*Try it*
Extract exactly and only the lines of the data below, starting at the line with "Serialize what can" and stopping after the final line.

*Exercise input*
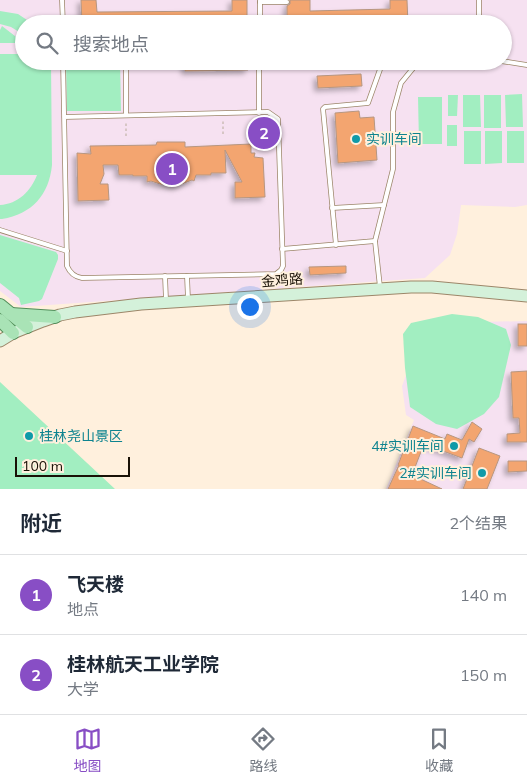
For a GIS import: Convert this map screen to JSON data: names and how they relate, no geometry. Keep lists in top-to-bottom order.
{
  "streets": {
    "main road": ["金鸡路"]
  },
  "places": [
    "实训车间",
    "桂林尧山景区",
    "4#实训车间",
    "2#实训车间"
  ],
  "scale_bar": "100 m",
  "page": {
    "search": "搜索地点",
    "pins": ["2", "1"],
    "scale": "100 m",
    "heading": ["附近", "2个结果"],
    "list": [
      {
        "mark": "1",
        "name": "飞天楼",
        "note": "地点",
        "value": "140 m"
      },
      {
        "mark": "2",
        "name": "桂林航天工业学院",
        "note": "大学",
        "value": "150 m"
      }
    ],
    "nav": ["地图", "路线", "收藏"]
  }
}
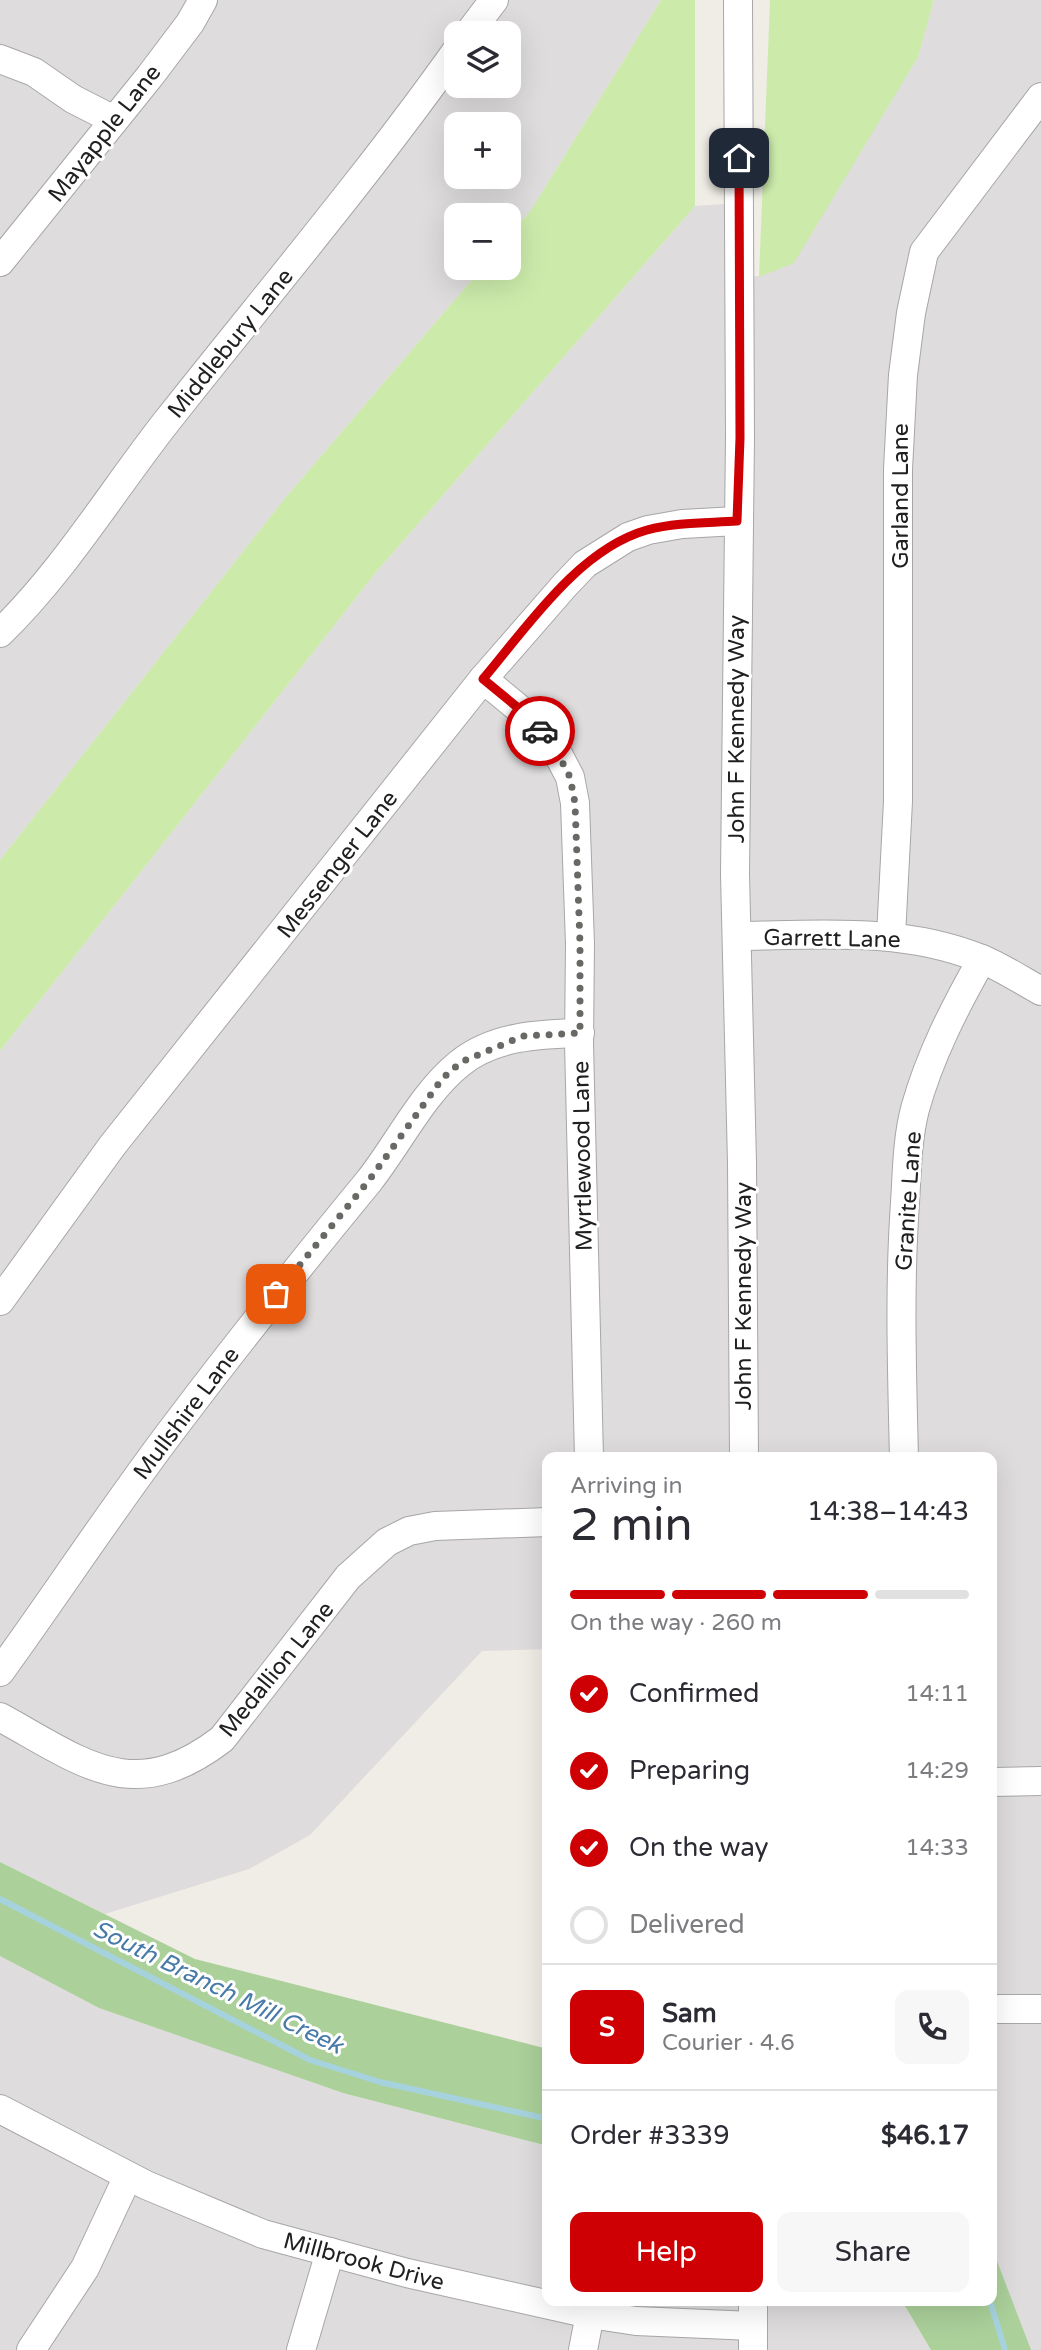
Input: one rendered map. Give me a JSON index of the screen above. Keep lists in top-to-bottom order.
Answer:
{
  "streets": {
    "street": [
      "Mayapple Lane",
      "Middlebury Lane",
      "Garland Lane",
      "John F Kennedy Way",
      "Messenger Lane",
      "Garrett Lane",
      "Myrtlewood Lane",
      "Granite Lane",
      "Mullshire Lane",
      "Medallion Lane",
      "Millbrook Drive"
    ]
  },
  "crossings": [
    ["Garland Lane", "Garrett Lane"],
    ["John F Kennedy Way", "Messenger Lane"],
    ["John F Kennedy Way", "Garrett Lane"],
    ["Messenger Lane", "Myrtlewood Lane"],
    ["Garrett Lane", "Granite Lane"],
    ["Myrtlewood Lane", "Mullshire Lane"]
  ],
  "water": ["South Branch Mill Creek"],
  "page": {
    "map_buttons": ["+", "−"],
    "heading": ["2 min", "Arriving in", "14:38–14:43"],
    "panel": [
      "Sam",
      "Courier · 4.6",
      "Order #3339",
      "$46.17"
    ],
    "bar": "On the way · 260 m",
    "list": [
      ["Confirmed", "14:11"],
      ["Preparing", "14:29"],
      ["On the way", "14:33"],
      "Delivered"
    ],
    "round": "S",
    "buttons": ["Help", "Share"]
  }
}
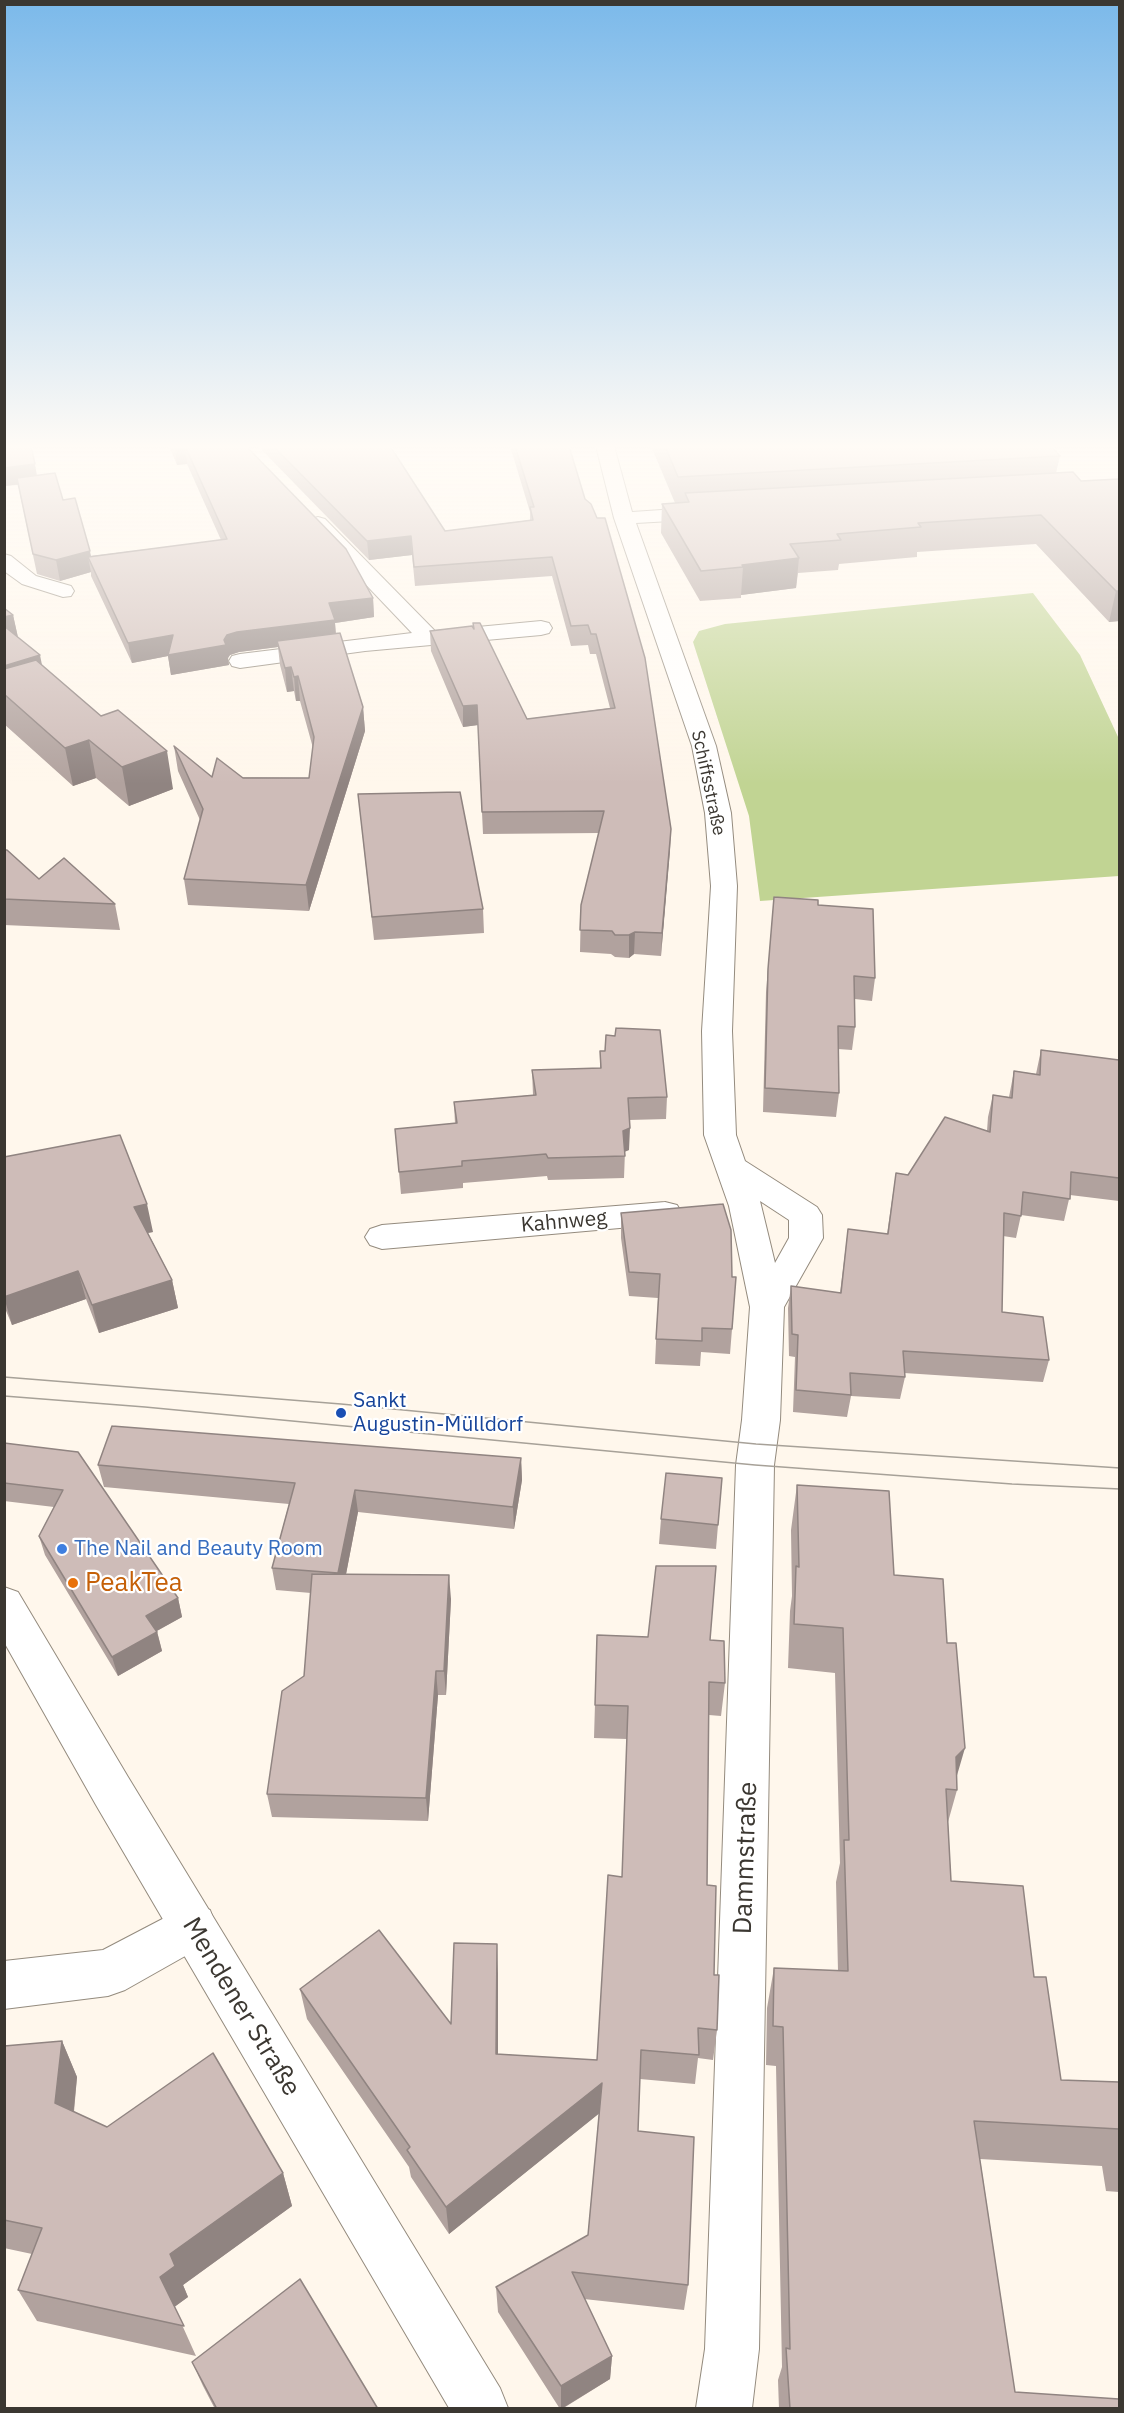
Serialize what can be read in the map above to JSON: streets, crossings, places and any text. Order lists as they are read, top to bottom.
{
  "streets": {
    "street": [
      "Schiffsstraße",
      "Kahnweg",
      "Dammstraße",
      "Mendener Straße"
    ]
  },
  "crossings": [
    ["Schiffsstraße", "Kahnweg"],
    ["Schiffsstraße", "Dammstraße"],
    ["Kahnweg", "Dammstraße"]
  ],
  "places": ["Sankt Augustin-Mülldorf", "The Nail and Beauty Room", "PeakTea"]
}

*Answer to this task*
Serialize what can be read in the map above to JSON: streets, crossings, places and any text. Order lists as they are read, top to bottom.
{
  "streets": {
    "street": [
      "Schiffsstraße",
      "Kahnweg",
      "Dammstraße",
      "Mendener Straße"
    ]
  },
  "crossings": [
    ["Schiffsstraße", "Kahnweg"],
    ["Schiffsstraße", "Dammstraße"],
    ["Kahnweg", "Dammstraße"]
  ],
  "places": ["Sankt Augustin-Mülldorf", "The Nail and Beauty Room", "PeakTea"]
}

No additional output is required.